**DATASET CONTENT**
————

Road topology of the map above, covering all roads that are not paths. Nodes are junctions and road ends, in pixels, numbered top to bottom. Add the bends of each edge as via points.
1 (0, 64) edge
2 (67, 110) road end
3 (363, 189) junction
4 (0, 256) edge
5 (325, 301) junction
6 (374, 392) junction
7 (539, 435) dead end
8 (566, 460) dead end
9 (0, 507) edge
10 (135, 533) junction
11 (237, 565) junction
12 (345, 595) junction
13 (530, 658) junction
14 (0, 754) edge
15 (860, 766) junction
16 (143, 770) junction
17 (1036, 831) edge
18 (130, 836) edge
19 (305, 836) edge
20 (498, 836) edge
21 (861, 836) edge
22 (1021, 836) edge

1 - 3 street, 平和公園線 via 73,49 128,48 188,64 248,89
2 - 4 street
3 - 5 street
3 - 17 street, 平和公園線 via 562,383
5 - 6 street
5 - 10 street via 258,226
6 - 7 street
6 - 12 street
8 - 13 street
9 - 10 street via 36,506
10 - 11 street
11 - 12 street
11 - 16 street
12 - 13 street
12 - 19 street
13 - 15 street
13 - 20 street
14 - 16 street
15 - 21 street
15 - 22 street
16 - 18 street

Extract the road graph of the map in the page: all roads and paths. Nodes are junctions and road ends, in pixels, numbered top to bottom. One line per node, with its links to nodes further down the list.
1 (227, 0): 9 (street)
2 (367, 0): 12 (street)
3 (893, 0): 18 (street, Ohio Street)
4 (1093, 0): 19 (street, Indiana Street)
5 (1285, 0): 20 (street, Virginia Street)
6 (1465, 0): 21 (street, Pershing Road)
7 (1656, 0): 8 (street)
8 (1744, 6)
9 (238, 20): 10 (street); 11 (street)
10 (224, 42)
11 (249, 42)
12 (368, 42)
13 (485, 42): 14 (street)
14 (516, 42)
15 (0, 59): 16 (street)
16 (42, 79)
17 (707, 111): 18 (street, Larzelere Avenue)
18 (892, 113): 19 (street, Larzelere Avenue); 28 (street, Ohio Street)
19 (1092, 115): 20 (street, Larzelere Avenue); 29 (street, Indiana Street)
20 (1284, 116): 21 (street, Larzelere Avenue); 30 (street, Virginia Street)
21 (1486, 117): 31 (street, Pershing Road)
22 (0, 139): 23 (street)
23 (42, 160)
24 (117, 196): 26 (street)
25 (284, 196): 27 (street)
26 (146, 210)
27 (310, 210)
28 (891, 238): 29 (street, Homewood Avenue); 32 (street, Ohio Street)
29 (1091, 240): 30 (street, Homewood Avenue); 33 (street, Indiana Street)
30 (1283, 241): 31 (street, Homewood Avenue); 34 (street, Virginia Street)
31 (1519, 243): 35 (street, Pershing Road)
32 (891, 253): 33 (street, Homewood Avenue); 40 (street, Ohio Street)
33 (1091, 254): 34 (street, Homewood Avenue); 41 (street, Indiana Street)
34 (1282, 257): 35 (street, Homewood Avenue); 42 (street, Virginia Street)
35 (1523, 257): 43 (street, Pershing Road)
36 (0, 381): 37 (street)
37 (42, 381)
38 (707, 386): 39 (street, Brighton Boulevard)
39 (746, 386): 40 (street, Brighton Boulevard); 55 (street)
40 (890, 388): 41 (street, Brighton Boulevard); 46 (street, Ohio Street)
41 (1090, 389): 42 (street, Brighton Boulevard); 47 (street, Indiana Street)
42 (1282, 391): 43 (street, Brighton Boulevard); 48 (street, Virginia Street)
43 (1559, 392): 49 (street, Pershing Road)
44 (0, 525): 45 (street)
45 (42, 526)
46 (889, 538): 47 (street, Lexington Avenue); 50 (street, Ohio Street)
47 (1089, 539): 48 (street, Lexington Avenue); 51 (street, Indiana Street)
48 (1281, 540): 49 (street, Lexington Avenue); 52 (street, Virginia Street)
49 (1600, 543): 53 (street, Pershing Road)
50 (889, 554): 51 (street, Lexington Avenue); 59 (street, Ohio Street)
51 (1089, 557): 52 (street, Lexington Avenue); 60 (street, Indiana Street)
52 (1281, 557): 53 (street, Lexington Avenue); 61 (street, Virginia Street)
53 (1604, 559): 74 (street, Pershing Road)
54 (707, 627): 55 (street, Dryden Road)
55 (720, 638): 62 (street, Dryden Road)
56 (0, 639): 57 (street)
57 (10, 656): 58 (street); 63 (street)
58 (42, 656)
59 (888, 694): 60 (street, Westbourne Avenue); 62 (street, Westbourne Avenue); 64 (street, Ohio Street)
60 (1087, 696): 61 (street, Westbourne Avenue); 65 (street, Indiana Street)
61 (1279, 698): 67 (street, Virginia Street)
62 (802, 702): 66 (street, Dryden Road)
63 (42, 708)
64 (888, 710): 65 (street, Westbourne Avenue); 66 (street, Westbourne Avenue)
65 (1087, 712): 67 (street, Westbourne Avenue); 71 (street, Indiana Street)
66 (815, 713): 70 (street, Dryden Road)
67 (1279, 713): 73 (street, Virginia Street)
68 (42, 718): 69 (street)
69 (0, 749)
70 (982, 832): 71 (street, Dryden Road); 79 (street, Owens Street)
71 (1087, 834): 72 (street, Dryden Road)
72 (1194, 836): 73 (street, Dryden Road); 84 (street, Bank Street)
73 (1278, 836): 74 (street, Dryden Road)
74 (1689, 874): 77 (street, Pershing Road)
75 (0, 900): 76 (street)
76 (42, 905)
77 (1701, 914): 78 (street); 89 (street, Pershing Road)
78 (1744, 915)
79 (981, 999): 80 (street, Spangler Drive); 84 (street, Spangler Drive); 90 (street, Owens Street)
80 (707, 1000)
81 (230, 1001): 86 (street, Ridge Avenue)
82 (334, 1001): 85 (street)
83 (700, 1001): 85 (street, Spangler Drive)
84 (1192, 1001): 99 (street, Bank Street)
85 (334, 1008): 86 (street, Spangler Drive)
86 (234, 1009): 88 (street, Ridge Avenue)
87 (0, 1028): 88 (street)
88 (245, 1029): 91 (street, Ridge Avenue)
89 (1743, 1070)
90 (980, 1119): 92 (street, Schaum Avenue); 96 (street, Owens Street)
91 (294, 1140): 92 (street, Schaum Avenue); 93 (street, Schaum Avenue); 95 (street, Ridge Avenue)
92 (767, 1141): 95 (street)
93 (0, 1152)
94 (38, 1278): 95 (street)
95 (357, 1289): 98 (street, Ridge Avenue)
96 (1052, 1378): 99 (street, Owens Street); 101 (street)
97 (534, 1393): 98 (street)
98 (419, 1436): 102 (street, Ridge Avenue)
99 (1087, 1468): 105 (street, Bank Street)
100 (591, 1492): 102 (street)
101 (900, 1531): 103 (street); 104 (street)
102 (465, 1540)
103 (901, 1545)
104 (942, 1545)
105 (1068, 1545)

————

**WHAT IS BEING ASKED**
Search the entries above for the string "Nodes", and report each line where it occurs.

**RESULT OF THE TASK**
Road topology of the map above, covering all roads that are not paths. Nodes are junctions and road ends, in pixels, numbered top to bottom. Add the bends of each edge as via points.
Extract the road graph of the map in the page: all roads and paths. Nodes are junctions and road ends, in pixels, numbered top to bottom. One line per node, with its links to nodes further down the list.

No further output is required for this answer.